Colleges that accept the Common App don’t pick the essays it offers. They do, however, carefully choose each of their supplemental essays, which is why these are often considered as important, if not more important, than the Common App essay. What they ask can also tell you a bit about the college’s personality; think of off-the-wall creative topics like those the University of Chicago releases every year. How you choose to answer these essays also says a lot about you.
I work with a lot of students who apply to Wake Forest, and the Wake Forest app is one of my favorites. This may surprise you considering there are six (yes six!) supplemental short essay prompts. I like the prompts because they aren’t unnecessarily long and they are mostly very specific, which I find students usually prefer. Let’s take a look at two of them, identify the goal of the essay, and discuss some of the common pitfalls.
Prompt: What outrages you and why?
This one is really tricky, and students tend to trip on it in a few ways. A few tips:
- Some students err by picking something silly. Outrage is a strong word. This isn’t asking what annoys you. Or what irks you. I had a kid write down that his brother didn’t flush the toilet. Annoying? Yes. Gross? Yes. Something that makes you outraged? Not so much.
- Know your audience, or rather, realize you don’t know your audience. This is good advice for all essays, because if you pick something like guns or abortion or anything political, you take a chance that the reader has a vastly different opinion on the matter. This doesn’t mean you can’t voice your opinion, but be careful with your tone.

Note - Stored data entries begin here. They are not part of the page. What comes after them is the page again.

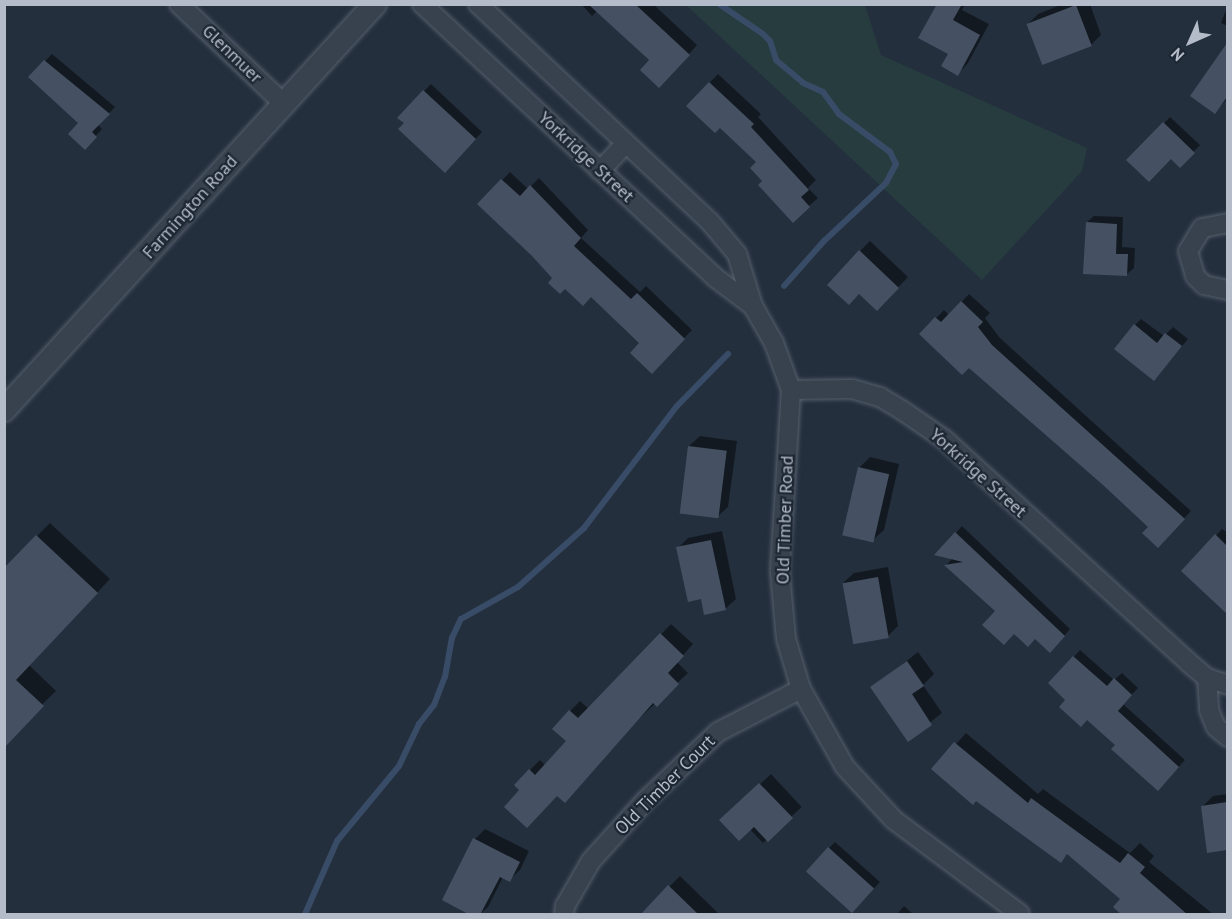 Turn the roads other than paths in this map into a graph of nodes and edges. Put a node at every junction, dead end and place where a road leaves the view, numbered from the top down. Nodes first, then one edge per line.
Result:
1 (179, 4) edge
2 (375, 4) edge
3 (422, 4) edge
4 (478, 4) edge
5 (284, 104) junction
6 (625, 144) junction
7 (600, 171) junction
8 (1227, 222) edge
9 (1227, 290) edge
10 (753, 306) junction
11 (791, 390) junction
12 (4, 410) edge
13 (1207, 678) junction
14 (1227, 684) edge
15 (801, 689) junction
16 (1227, 737) edge
17 (564, 915) edge
18 (1020, 915) edge

1 - 5 street, Glenmuer
2 - 5 street, Farmington Road
3 - 7 street, Yorkridge Street
4 - 6 street, Yorkridge Street
5 - 12 street, Farmington Road
6 - 7 street
6 - 10 street, Yorkridge Street
7 - 10 street, Yorkridge Street
8 - 9 street
10 - 11 street, Yorkridge Street
11 - 13 street, Yorkridge Street
11 - 15 street, Old Timber Road
13 - 14 street, Yorkridge Street
13 - 16 street
15 - 17 street, Old Timber Court
15 - 18 street, Old Timber Road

- Students can end up coming off as bitter, judgmental, and super angry about the issue at hand. This is the most common mistake I see in which people actually get outraged in their essay. This is the opposite of the first problem. Students need to voice their outrage in a controlled way. Avoid big, sweeping statements. If you state an opinion that, “all people who think global warming isn’t real are idiots,” it doesn’t actually make those people look bad to the reader, it makes you look bad.
Prompt: Give us your top ten list
Every student in my office asks me, “My top ten what?” when they read this. Unlike the other five questions in this supplement, this is a relatively vague prompt and it throws some students. Try to avoid a pedestrian response such as, “the top 10 things that make me happy.” Will it be personal? Perhaps. Might it end up a bit boring and cliché? Likely. I once had a student who was very interested in being a realtor list the top ten most underappreciated zip codes in Maryland, with a word or two for each explaining why it was underrated. Very personal for the student, and almost certainly guaranteed to be the only top ten list like it that landed on a Wake application year.